On ne pouvait donner à Aymer une plus agréable nouvelle. Ses nerfs, loin d’être robustes et vigoureux, avaient éprouvé une telle agitation, une telle crise au milieu des dangers qu’ils avaient courus en traversant les marécages, qu’il n’avait pas encore eu la curiosité d’adresser une seule question à son guide. Mais alors il se voyait hors de péril et sur le point de trouver un abri : aussi sa curiosité commença-t-elle à renaître ; s’adressant donc à l’étranger, il lui demanda son nom et sa profession.

« Je suis pèlerin, j’arrive de la Terre-Sainte, » répondit l’étranger.

« Vous eussiez mieux fait d’y rester et d’y combattre pour la délivrance du saint Sépulcre, » dit le templier.

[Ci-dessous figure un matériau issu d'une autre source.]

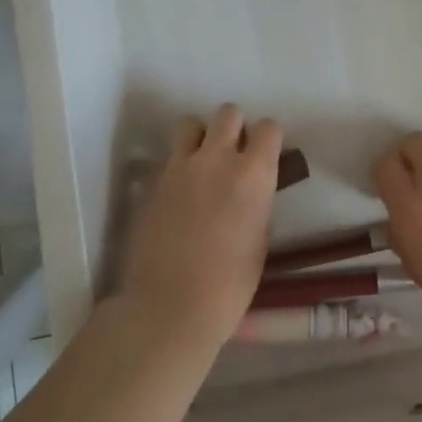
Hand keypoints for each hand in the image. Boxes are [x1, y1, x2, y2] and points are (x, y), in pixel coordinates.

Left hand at [118, 104, 283, 353]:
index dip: (269, 139)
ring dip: (200, 137)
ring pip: (190, 124)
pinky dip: (176, 166)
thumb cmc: (229, 286)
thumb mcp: (260, 241)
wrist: (168, 308)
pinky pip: (168, 158)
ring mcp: (179, 167)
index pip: (268, 127)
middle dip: (234, 128)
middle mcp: (217, 159)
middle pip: (228, 113)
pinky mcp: (151, 182)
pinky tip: (178, 194)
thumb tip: (252, 191)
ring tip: (201, 163)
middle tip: (233, 155)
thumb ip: (258, 203)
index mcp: (253, 174)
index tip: (266, 155)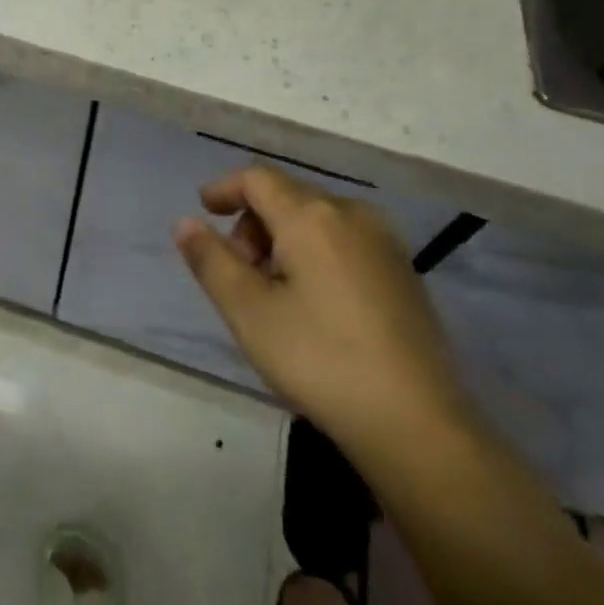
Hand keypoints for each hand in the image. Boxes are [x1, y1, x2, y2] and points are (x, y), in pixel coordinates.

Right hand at [174, 167, 470, 453]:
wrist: (419, 425)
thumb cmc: (321, 360)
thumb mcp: (249, 312)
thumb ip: (211, 260)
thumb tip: (185, 222)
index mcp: (311, 216)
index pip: (257, 178)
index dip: (225, 188)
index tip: (204, 210)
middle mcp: (351, 213)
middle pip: (288, 196)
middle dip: (253, 222)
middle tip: (238, 272)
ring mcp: (384, 242)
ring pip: (318, 219)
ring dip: (284, 239)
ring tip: (274, 292)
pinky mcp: (404, 272)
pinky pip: (345, 240)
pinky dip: (316, 252)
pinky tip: (315, 303)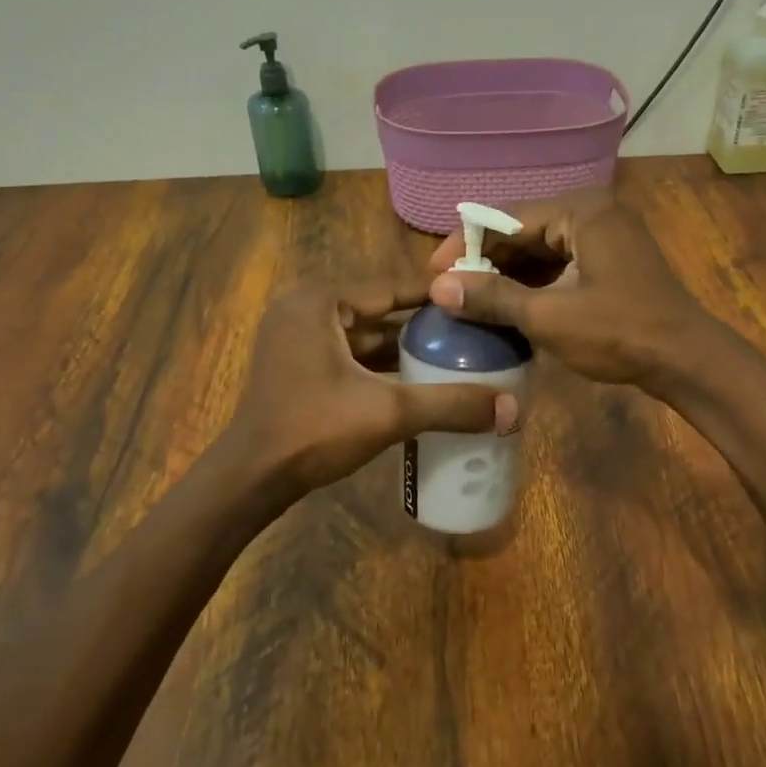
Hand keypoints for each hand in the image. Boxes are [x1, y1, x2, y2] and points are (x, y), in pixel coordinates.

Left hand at [227, 278, 519, 496]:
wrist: (251, 479)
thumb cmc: (313, 430)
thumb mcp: (389, 413)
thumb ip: (450, 404)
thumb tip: (513, 409)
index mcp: (320, 300)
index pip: (392, 287)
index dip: (438, 297)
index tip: (481, 302)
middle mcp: (306, 308)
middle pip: (380, 310)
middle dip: (425, 325)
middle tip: (475, 332)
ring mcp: (298, 336)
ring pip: (366, 334)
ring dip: (405, 347)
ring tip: (458, 355)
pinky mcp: (298, 363)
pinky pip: (350, 354)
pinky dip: (382, 365)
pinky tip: (419, 379)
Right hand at [425, 191, 716, 388]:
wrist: (687, 360)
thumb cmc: (620, 332)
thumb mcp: (549, 316)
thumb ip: (493, 297)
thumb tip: (437, 288)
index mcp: (581, 209)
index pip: (506, 217)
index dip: (465, 245)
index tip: (433, 272)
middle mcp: (592, 211)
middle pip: (522, 229)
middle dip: (484, 260)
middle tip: (447, 289)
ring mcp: (604, 235)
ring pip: (539, 248)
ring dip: (505, 273)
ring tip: (468, 299)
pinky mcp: (609, 259)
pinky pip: (559, 262)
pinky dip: (531, 281)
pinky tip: (506, 304)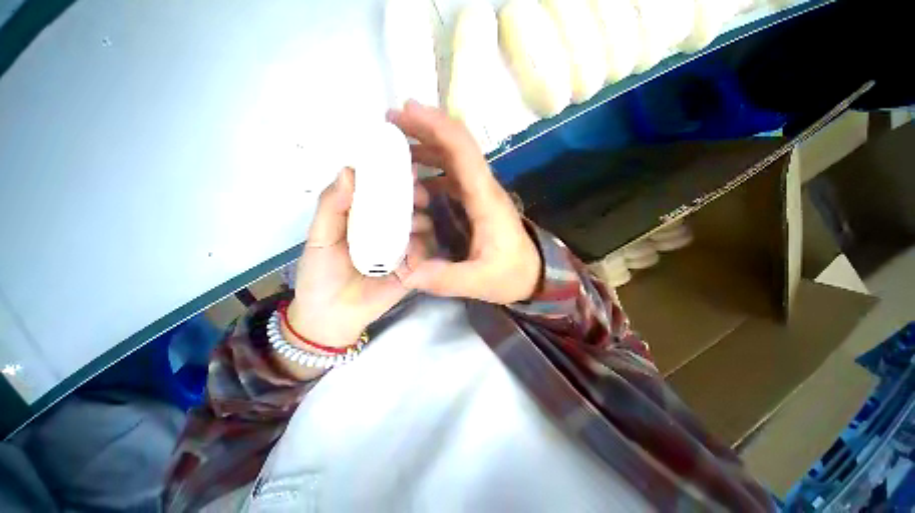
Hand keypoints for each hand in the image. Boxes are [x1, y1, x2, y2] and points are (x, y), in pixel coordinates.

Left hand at [287, 167, 431, 347]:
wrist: (332, 315)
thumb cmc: (321, 273)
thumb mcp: (320, 237)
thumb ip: (332, 205)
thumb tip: (349, 171)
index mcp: (366, 218)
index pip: (383, 192)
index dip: (395, 178)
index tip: (405, 168)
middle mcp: (388, 230)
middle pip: (409, 208)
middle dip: (416, 198)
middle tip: (417, 195)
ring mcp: (403, 249)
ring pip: (422, 228)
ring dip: (422, 221)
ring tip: (413, 224)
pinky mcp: (412, 268)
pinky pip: (425, 254)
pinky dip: (423, 248)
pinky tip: (413, 250)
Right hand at [389, 100, 542, 303]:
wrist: (533, 274)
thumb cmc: (512, 275)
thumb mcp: (480, 282)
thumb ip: (446, 279)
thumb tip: (407, 273)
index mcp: (486, 200)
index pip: (463, 152)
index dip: (436, 127)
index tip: (406, 112)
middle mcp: (484, 189)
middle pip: (456, 146)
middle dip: (424, 128)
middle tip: (390, 121)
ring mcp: (480, 193)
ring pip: (453, 158)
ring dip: (426, 147)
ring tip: (395, 148)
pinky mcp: (476, 202)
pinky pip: (452, 176)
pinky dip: (431, 169)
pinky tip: (413, 179)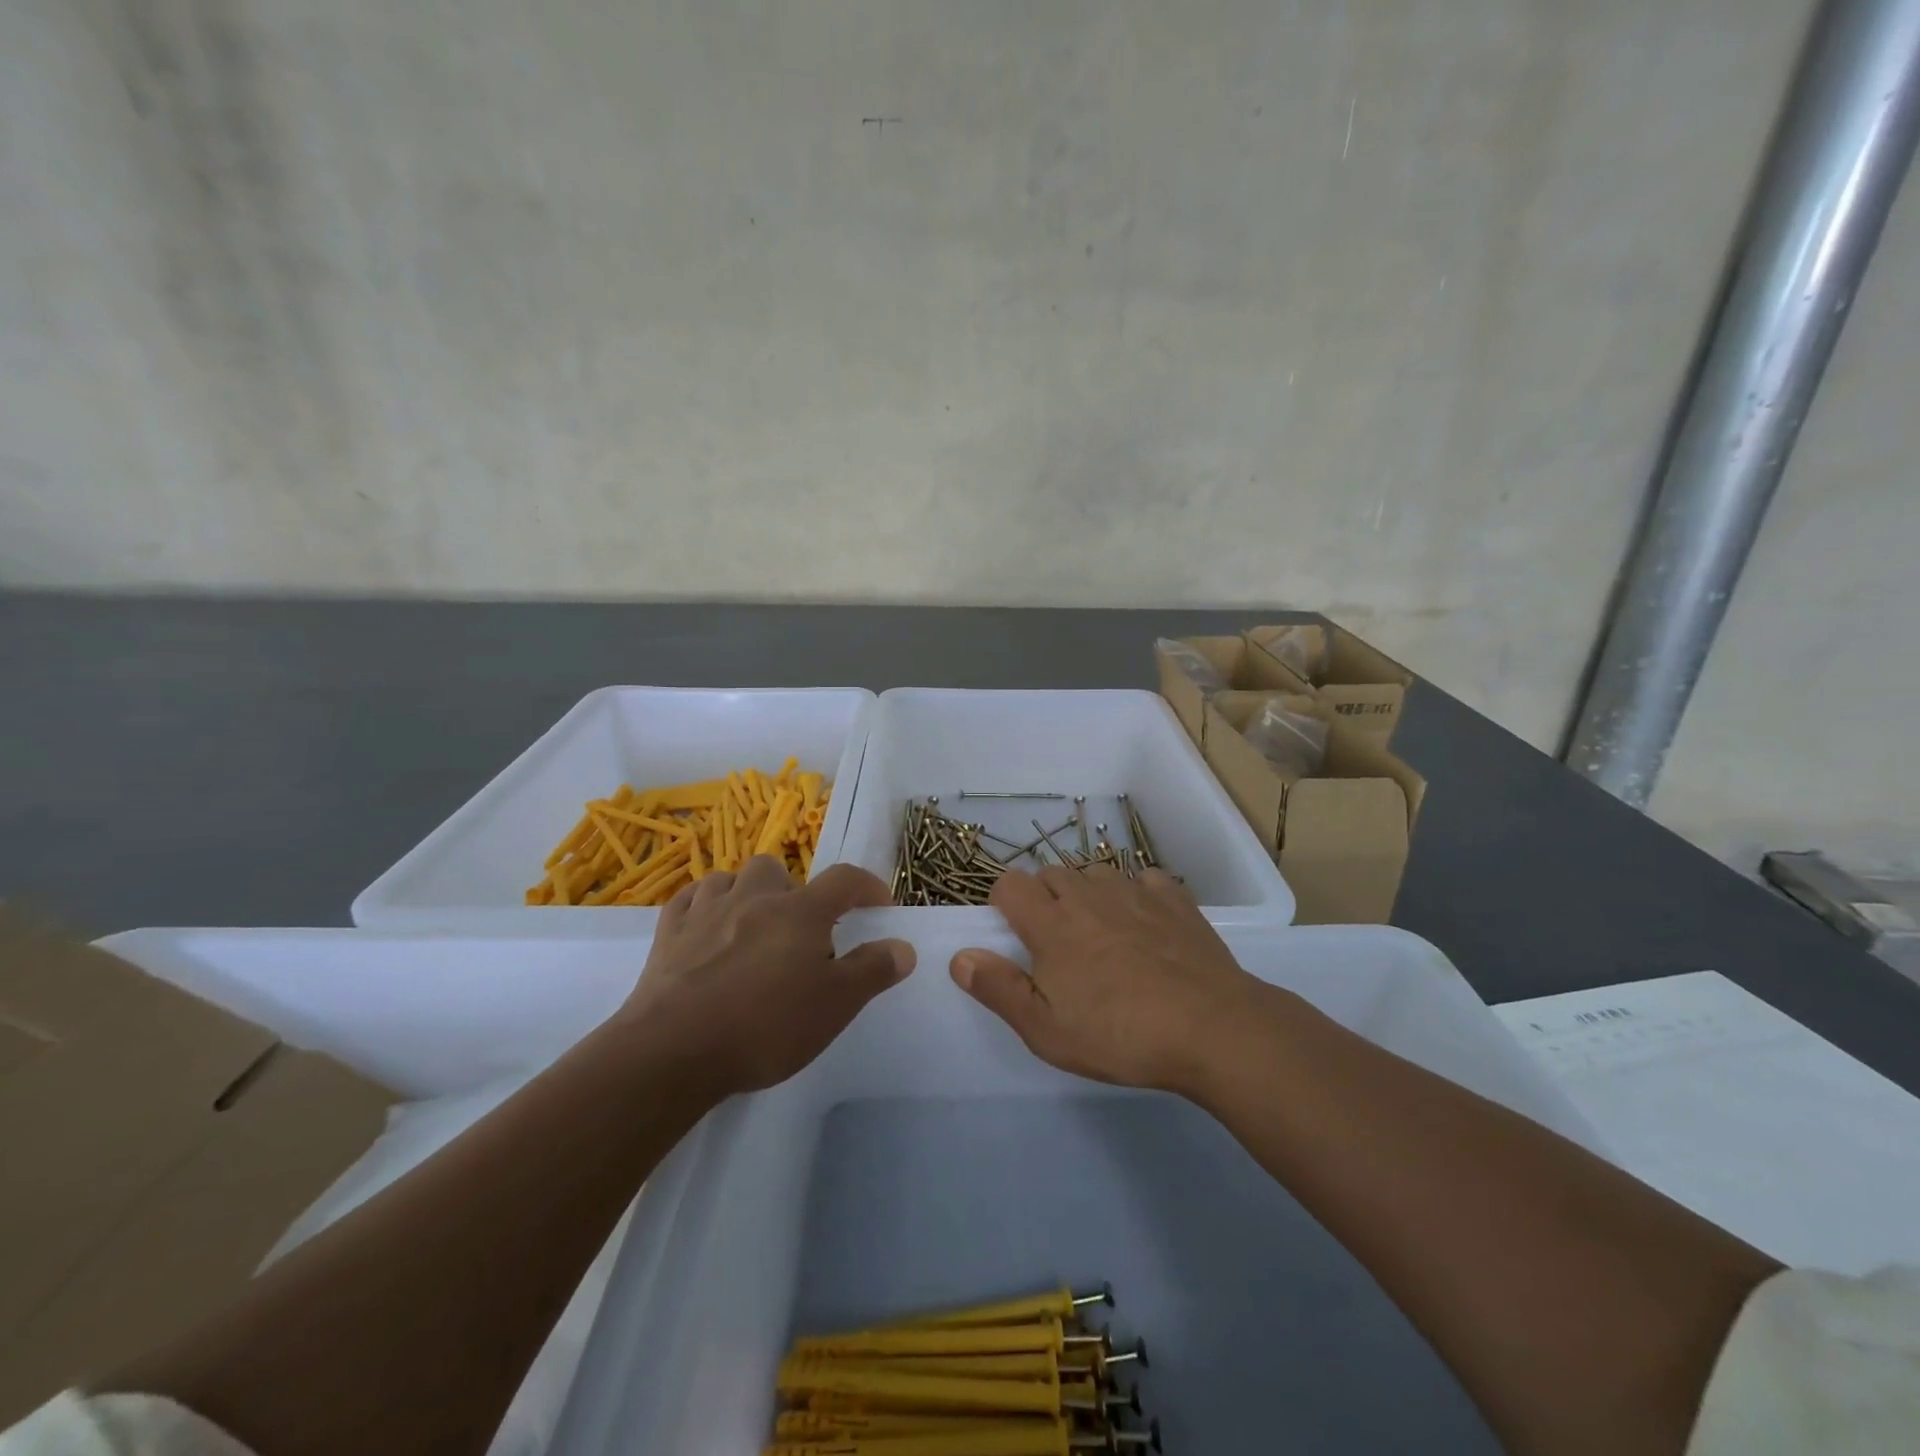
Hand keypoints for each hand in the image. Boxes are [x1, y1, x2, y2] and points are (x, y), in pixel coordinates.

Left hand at [623, 857, 914, 1096]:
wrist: (673, 1050)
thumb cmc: (766, 1026)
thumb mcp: (835, 1005)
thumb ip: (872, 970)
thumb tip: (903, 946)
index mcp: (800, 912)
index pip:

« Vous avez raison, révérend chevalier, reprit le pèlerin, à qui l’aspect du templier semblait parfaitement connu ; mais lorsque ceux qui se sont engagés par serment à recouvrer la Cité sainte voyagent si loin du lieu où les appelle leur devoir, y a-t-il de quoi s’étonner qu’un humble paysan, comme moi, décline la tâche qu’ils ont abandonnée ? »

Le templier allait lui faire une aigre réponse ; mais il en fut empêché par le prieur, qui exprima de nouveau sa surprise que leur guide, après une aussi longue absence, se rappelât si bien les chemins de la forêt. « Je naquis dans ces lieux, » répondit celui-ci, et comme il faisait cette réponse, ils arrivèrent devant la maison de Cedric, bâtiment informe et peu élevé, avec plusieurs grandes cours, s’étendant sur un espace considérable de terrain, et qui, tout en laissant croire que le propriétaire était un homme riche, différait entièrement de ces grands châteaux flanqués de tours dans lesquels se tenait la noblesse normande, et qui étaient devenus le type universel d’architecture en Angleterre.

Cependant Rotherwood n’était pas sans quelques fortifications ; aucune habitation, dans cette période de désordre, n’aurait pu subsister sans cela ; elle eût couru le risque d’être pillée et bridée de la veille au lendemain. Un fossé profond, qu’une source voisine remplissait d’eau, entourait l’édifice ; une double palissade formée de pieux pointus, tirés de la forêt voisine, en défendait les bords. Il y avait du côté de l’ouest une entrée dans la palissade qui communiquait à un pont-levis, avec une semblable ouverture dans la partie inférieure des fortifications. Que de précautions avaient été prises pour mettre ces deux entrées sous la protection des archers et des frondeurs, vers les angles saillants ! Avant d’y pénétrer, le templier sonna fortement du cor, car la pluie qui menaçait depuis longtemps nos voyageurs fatigués commençait alors à tomber par torrents.



  1. Il est ici question du manteau des templiers ; c’est sans doute par erreur que Walter Scott y place la croix sur l’épaule droite, car le costume la représente sur l’épaule gauche, et elle est marquée en étoffe noire ou rouge sur blanc, au lieu de l’être en blanc sur noir. a. m.
  2. L’exercice du Djerid est un des plus chers amusemens des cavaliers turcs, lesquels s’y livrent tous les jours à midi dans les environs de Constantinople. a. m.
  3. Partie du comté d’York, lequel se divisait en plusieurs riding ou cercles. a. m.
  4. Il existe encore en Angleterre beaucoup de vieux monumens de l’ordre de ces templiers, qui échappèrent au bûcher où périt leur grand-maître, Jacques de Molay, sur la place Dauphine, à Paris, au commencement du XIVe siècle. a. m.